Intraoperative recognition of wound leak may be essential to prevent inadvertent filtering bleb. Shallowing of AC with passive fluid leak at the scleral incision site on injecting BSS through paracentesis indicates wound leak. Irrigation with BSS inside the scleral tunnel may remove possible nuclear and cortical fragments or viscoelastic that may prevent apposition of the internal lip of the wound. Infiltration of BSS into the corneal stroma at the ends of the wound with a blunt-tipped cannula hydrates and expands the lamellae, creating a self-sealing wound. Alternatively, AC can be deepened by injecting air through the paracentesis. This often raises IOP enough to close the internal lip of the wound . Radial or horizontal sutures6 can also close the scleral tunnel incision. Closure with radial sutures creates tangential forces that cause misalignment of both the internal and external aspects of the wound and corneal instability and possibly lead to internal wound gape. Horizontal sutures, on the other hand, close the incision by suturing the roof of the scleral tunnel to the floor, flatten the scleral tunnel, allowing a more tight closure of the tunnel and internal incision.
The reported incidence of inadvertent filtering blebs following cataract surgery ranges from 1% to 7.7%.7 We failed to find any report of inadvertent filtering bleb following sutureless cataract surgery on Medline search. A decrease in the incidence of inadvertent blebs to 0% with advent of phacoemulsification has been reported.8
While such blebs are asymptomatic, patients may complain of irritation or visual disturbances. Internal incision gape may cause permanent wound slippage and late induced against-the-rule-astigmatism. It has been postulated that postoperative endophthalmitis may occur when bacteria enter the eye via the unsealed incision.2 Because of the potential for devastating complications, any patient with a shallow anterior chamber, hypotony, or macular oedema with a clinically significant bleb persisting for more than 2-3 months or with ocular irritation needs a bleb repair.

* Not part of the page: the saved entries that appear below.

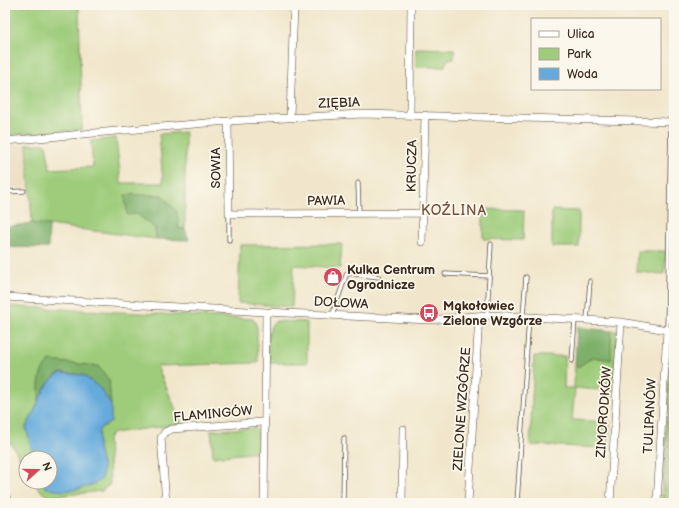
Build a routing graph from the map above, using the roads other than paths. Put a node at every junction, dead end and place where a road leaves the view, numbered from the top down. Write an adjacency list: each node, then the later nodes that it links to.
1 (294, 5): 5 (street)
2 (411, 5): 3 (street)
3 (410, 114): 4 (street, ZIĘBIA); 5 (street, ZIĘBIA)
4 (425, 115): 7 (street, ZIĘBIA); 14 (street, KRUCZA)
5 (290, 117): 6 (street, ZIĘBIA)
6 (228, 121): 8 (street, ZIĘBIA); 13 (street, SOWIA)
7 (672, 122): 31 (lane)
8 (5, 141)
9 (358, 183): 12 (lane)
10 (24, 191): 11 (lane)
11 (5, 192)
12 (359, 213): 13 (street, PAWIA); 14 (street, PAWIA)
13 (229, 214): 15 (lane)
14 (423, 214): 16 (street, KRUCZA)
15 (229, 240)
16 (422, 242)
17 (491, 244): 19 (lane)
18 (445, 274): 19 (lane)
19 (489, 276): 26 (lane)
20 (379, 277): 25 (lane)
21 (526, 277): 27 (lane)
22 (590, 281): 29 (lane)
23 (5, 296): 24 (street, DOŁOWA)
24 (266, 312): 25 (street, DOŁOWA); 33 (street, FLAMINGÓW)
25 (332, 315): 26 (street, DOŁOWA)
26 (483, 315): 27 (street, DOŁOWA); 42 (street, ZIELONE WZGÓRZE)
27 (526, 316): 28 (street, DOŁOWA); 43 (lane)
28 (575, 320): 29 (street, DOŁOWA); 32 (lane)
29 (587, 320): 30 (street, DOŁOWA)
30 (621, 322): 31 (street, DOŁOWA); 44 (street, ZIMORODKÓW)
31 (671, 331): 45 (street, TULIPANÓW)
32 (572, 361)
33 (263, 422): 38 (street, FLAMINGÓW); 39 (street, FLAMINGÓW)
34 (403, 429): 41 (street)
35 (344, 438): 40 (lane)
36 (5, 494): 37 (street)
37 (9, 503)
38 (166, 503)
39 (264, 503)
40 (343, 503)
41 (402, 503)
42 (468, 503)
43 (517, 503)
44 (610, 503)
45 (657, 503)

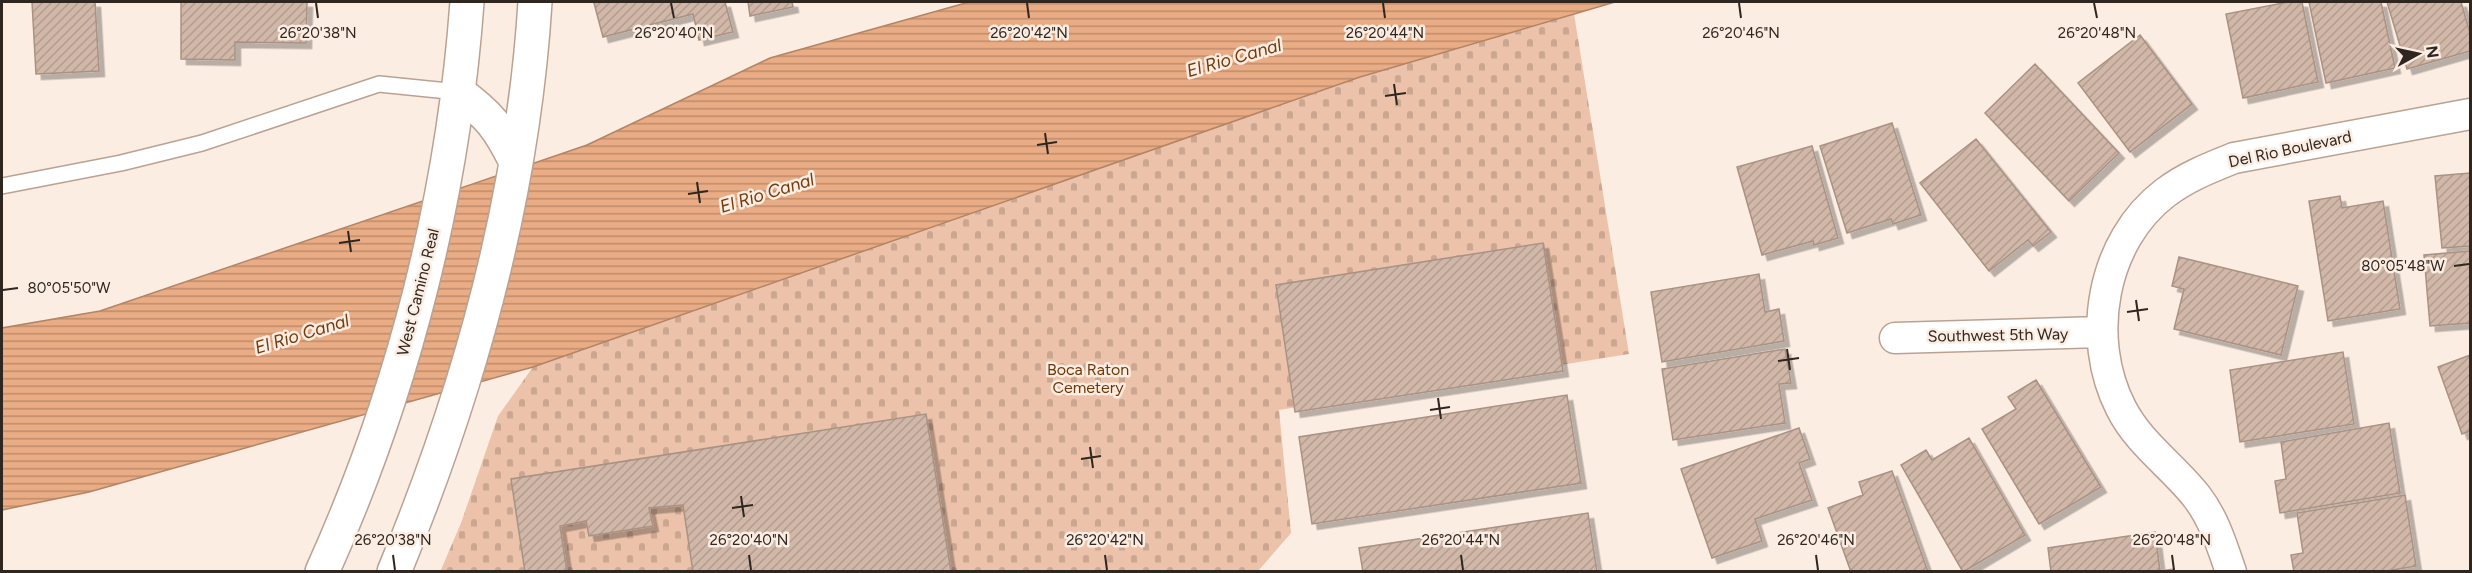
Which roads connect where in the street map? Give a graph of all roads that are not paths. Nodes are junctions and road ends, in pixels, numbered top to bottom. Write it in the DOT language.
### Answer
graph roads {
  1 [pos="467,2"];
  2 [pos="535,2"];
  3 [pos="458,92"];
  4 [pos="2470,114"];
  5 [pos="515,160"];
  6 [pos="2,186"];
  7 [pos="2101,332"];
  8 [pos="1894,338"];
  9 [pos="322,572"];
  10 [pos="394,572"];
  11 [pos="2231,572"];
  1 -- 3 [label="street, West Camino Real"];
  2 -- 5 [label="street"];
  3 -- 5 [label="street"];
  3 -- 6 [label="lane"];
  3 -- 9 [label="street, West Camino Real"];
  4 -- 7 [label="street, Del Rio Boulevard"];
  5 -- 10 [label="street"];
  7 -- 8 [label="street, Southwest 5th Way"];
  7 -- 11 [label="street, Del Rio Boulevard"];
}
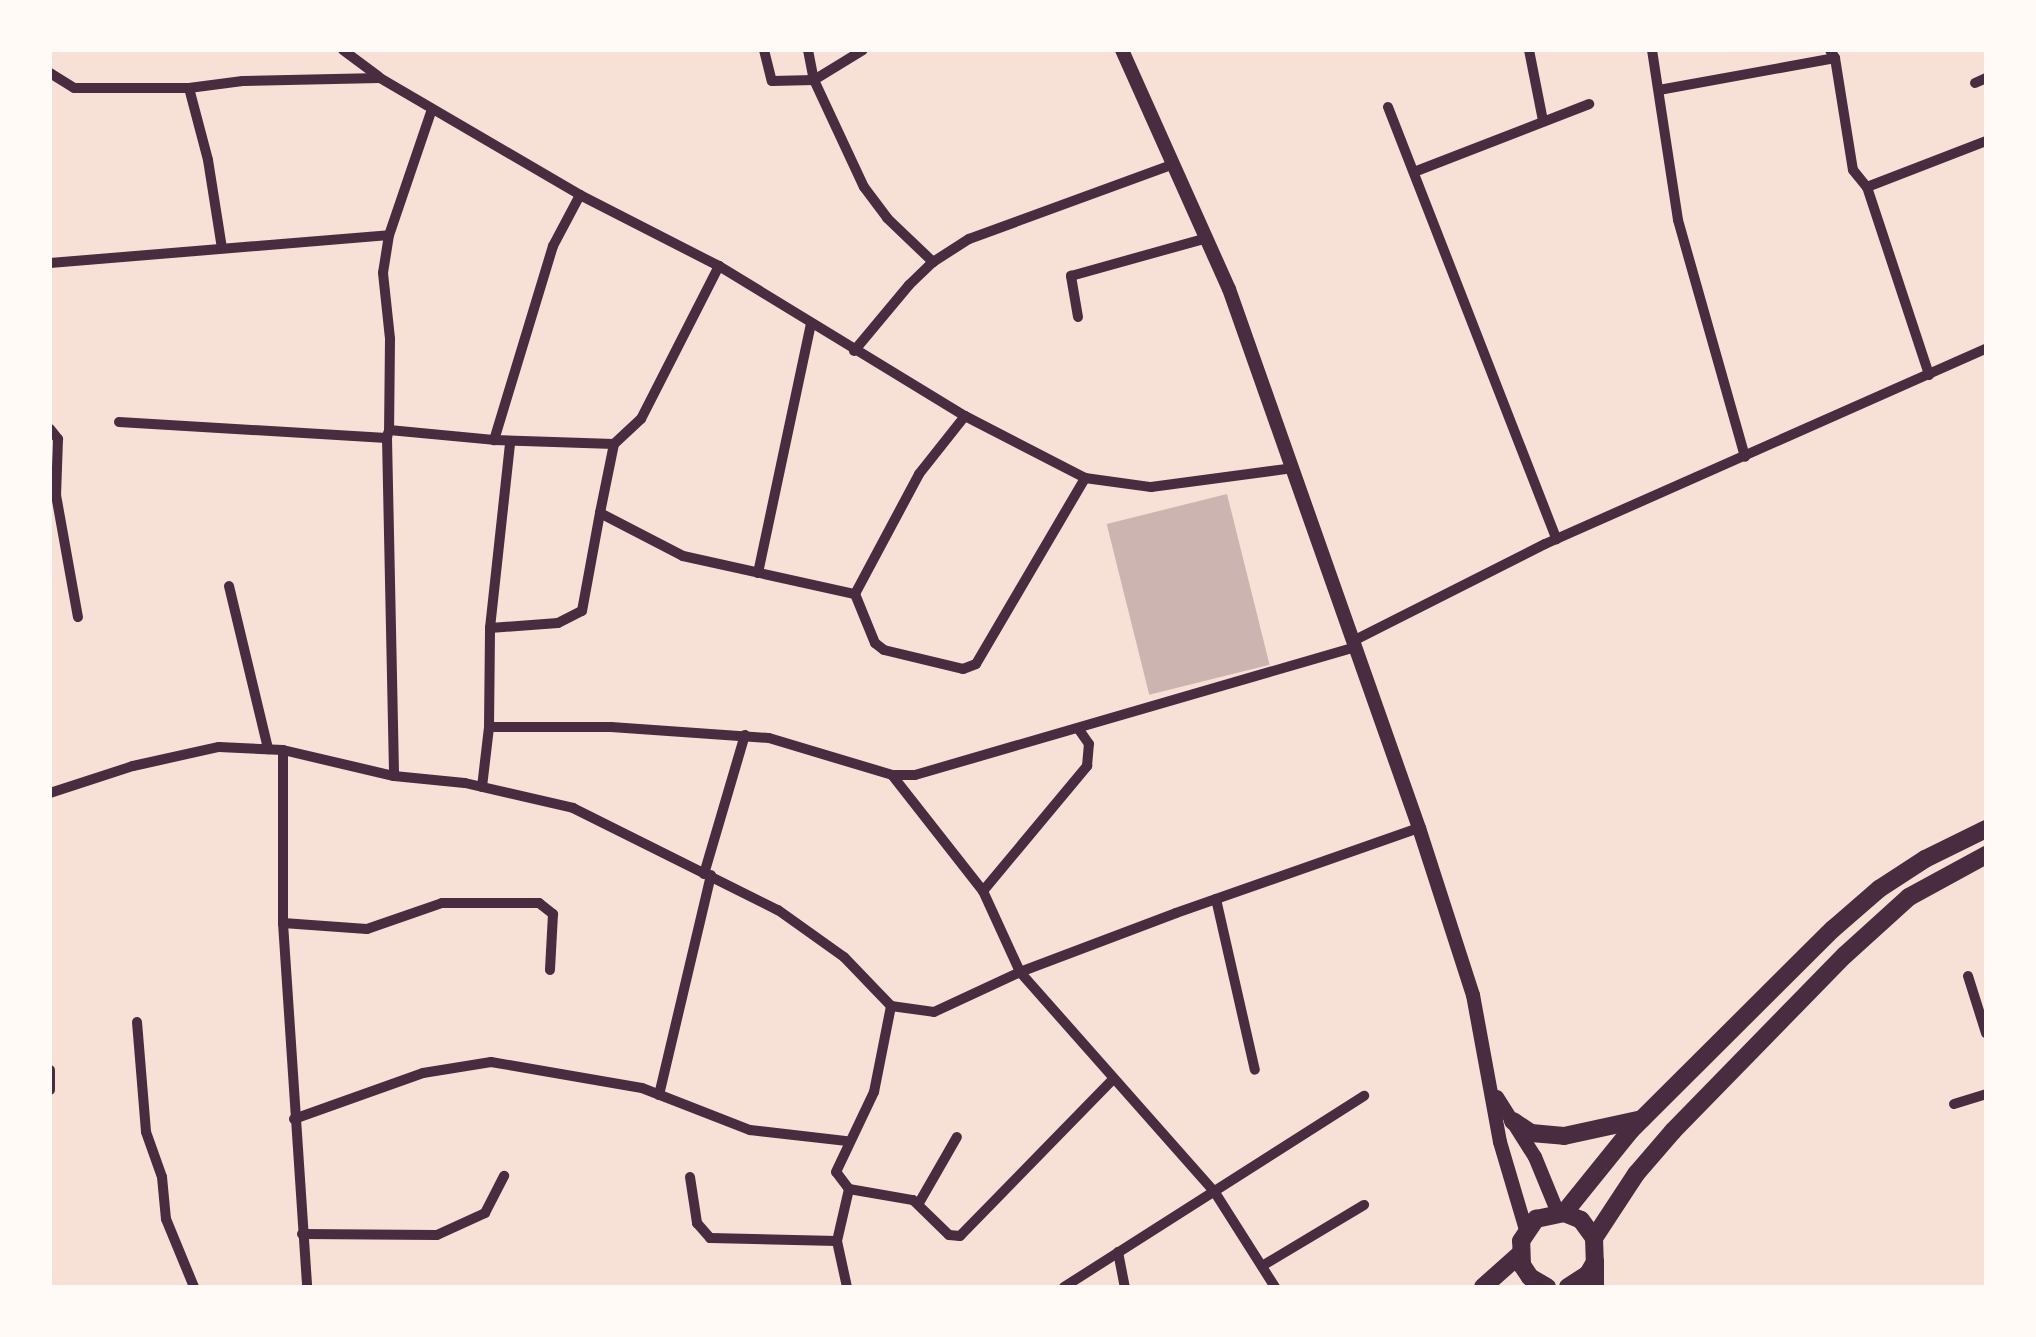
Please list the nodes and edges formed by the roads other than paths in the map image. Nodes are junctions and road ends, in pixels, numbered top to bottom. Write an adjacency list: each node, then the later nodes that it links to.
1 (343, 50): 10 (street)
2 (764, 50): 11 (street)
3 (808, 50): 11 (street)
4 (863, 50): 11 (street)
5 (1122, 50): 19 (street)
6 (1529, 50): 17 (street)
7 (1652, 50): 13 (street)
8 (1833, 54): 13 (street); 21 (street)
9 (50, 73): 12 (street)
10 (380, 78): 12 (street); 16 (street)
11 (814, 80): 26 (street)
12 (189, 88): 25 (street)
13 (1659, 90): 41 (street)
14 (1589, 104): 17 (street)
15 (1388, 107): 20 (street)
16 (432, 108): 22 (street); 23 (street)
17 (1543, 122): 20 (street)
18 (1986, 141): 21 (street)
19 (1171, 165): 24 (street); 26 (street)
20 (1414, 172): 45 (street)
21 (1867, 187): 33 (street)
22 (580, 195): 28 (street); 38 (street)
23 (389, 235): 25 (street); 37 (street)
24 (1207, 238): 29 (street); 42 (street)
25 (222, 248): 27 (street)
26 (932, 262): 32 (street)
27 (50, 263)
28 (720, 266): 30 (street); 40 (street)
29 (1078, 317)
30 (812, 324): 32 (street); 46 (street)
31 (1986, 349): 33 (street)
32 (854, 351): 34 (street)
33 (1929, 375): 41 (street)
34 (965, 416): 43 (street); 48 (street)
35 (118, 422): 37 (street)
36 (50, 429): 49 (street)
37 (388, 434): 38 (street); 58 (street)
38 (494, 440): 39 (street)
39 (510, 444): 40 (street); 50 (street)
40 (614, 444): 44 (street)
41 (1745, 457): 45 (street)
42 (1293, 468): 43 (street); 51 (street)
43 (1084, 478): 48 (street)
44 (600, 513): 46 (street); 50 (street)
45 (1556, 540): 51 (street)
46 (758, 573): 48 (street)
47 (229, 586): 55 (street)
48 (854, 594)
49 (78, 617)
50 (490, 628): 52 (street)
51 (1354, 644): 53 (street); 61 (street)
52 (489, 727): 54 (street); 59 (street)
53 (1078, 728): 57 (street); 65 (street)
54 (745, 735): 57 (street); 64 (street)
55 (268, 749): 56 (street); 60 (street)
56 (284, 750): 58 (street); 67 (street)
57 (892, 775): 65 (street)
58 (394, 776): 59 (street)
59 (482, 787): 64 (street)
60 (50, 794)
61 (1420, 828): 66 (street); 78 (street)
62 (1986, 829): 83 (main road)
63 (1986, 855): 97 (main road)
64 (707, 874): 71 (street); 80 (street)
65 (983, 891): 69 (street)
66 (1216, 899): 69 (street); 75 (street)
67 (283, 922): 68 (street); 84 (street)
68 (550, 970)
69 (1020, 972): 71 (street); 76 (street)
70 (1968, 976): 73 (street)
71 (891, 1006): 87 (street)
72 (137, 1022): 104 (street)
73 (1986, 1032)
74 (50, 1070): 77 (street)
75 (1255, 1070)
76 (1112, 1080): 91 (street); 92 (street)
77 (50, 1090)
78 (1494, 1092): 85 (street); 95 (street)
79 (1986, 1094): 82 (street)
80 (659, 1095): 84 (street); 87 (street)
81 (1364, 1096): 91 (street)
82 (1954, 1104)
83 (1642, 1119): 85 (main road); 94 (main road)
84 (294, 1120): 96 (street)
85 (1514, 1121): 94 (street)
86 (958, 1138): 92 (street)
87 (847, 1141): 90 (street)
88 (504, 1176): 96 (street)
89 (690, 1177): 98 (street)
90 (849, 1189): 92 (street); 98 (street)
91 (1214, 1190): 99 (street); 102 (street)
92 (919, 1203)
93 (1364, 1205): 102 (street)
94 (1561, 1213): 95 (main road); 97 (main road)
95 (1526, 1230): 100 (main road)
96 (302, 1234): 105 (street)
97 (1594, 1238): 101 (main road)
98 (837, 1242): 106 (street)
99 (1118, 1252): 107 (street); 108 (street)
100 (1520, 1254): 103 (main road); 110 (main road)
101 (1595, 1262): 111 (main road); 112 (main road)
102 (1262, 1266): 109 (street)
103 (1540, 1286)
104 (194, 1287)
105 (307, 1287)
106 (847, 1287)
107 (1064, 1287)
108 (1126, 1287)
109 (1274, 1287)
110 (1483, 1287)
111 (1568, 1287)
112 (1595, 1287)

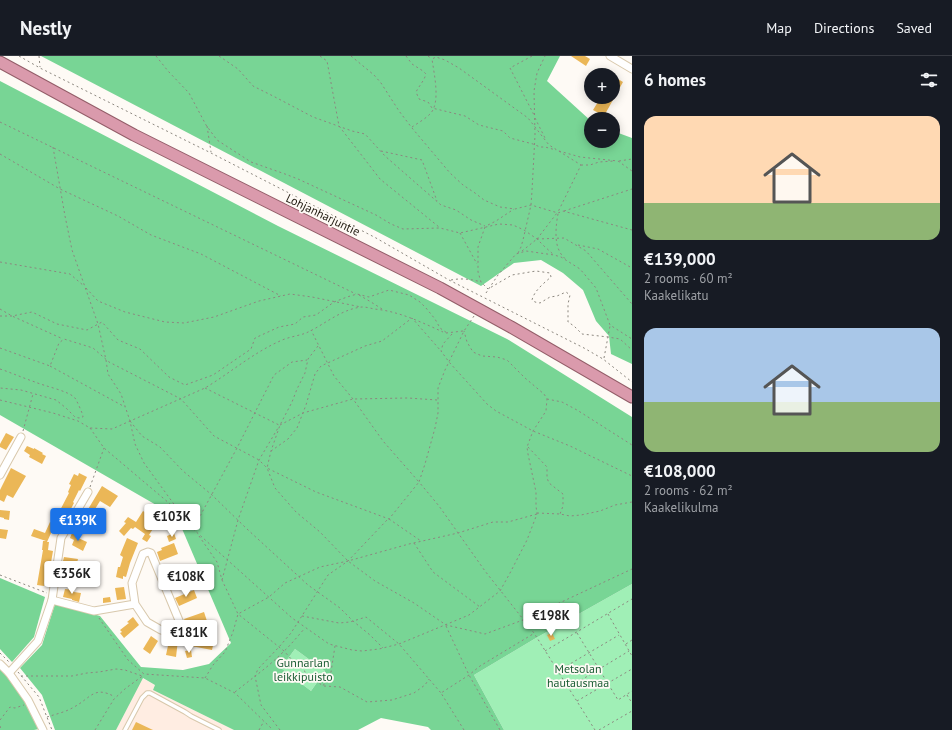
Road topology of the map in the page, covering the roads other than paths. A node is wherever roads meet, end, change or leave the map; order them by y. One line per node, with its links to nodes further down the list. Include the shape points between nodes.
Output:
1 (610, 56): 3 (street)
2 (0, 62): 4 (highway, Lohjanharjuntie, via 134,135 440,288)
3 (632, 69)
4 (632, 397)
5 (21, 437): 6 (street)
6 (0, 475)
7 (88, 492): 8 (street, via 61,538)
8 (53, 598): 9 (street, via 94,611); 11 (street, via 38,641)
9 (135, 604): 9 (street, via 132,582 143,554 148,552 151,553 183,630 176,635 161,630 147,622)
10 (0, 664): 11 (street)
11 (9, 673): 12 (street, via 30,703)
12 (43, 730)
13 (125, 730): 14 (lane, via 147,693)
14 (219, 730)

Learning sutureless technique for cataract surgery is on an upward trend among young surgeons. New surgeons should learn to be able to create well-constructed wounds that seal both externally and internally. The author by reporting this case highlights the use of gonioscopy to visualise and evaluate the internal wound. Intraoperative recognition of internal leak and its management, with the advantage of horizontal sutures is to be kept in mind.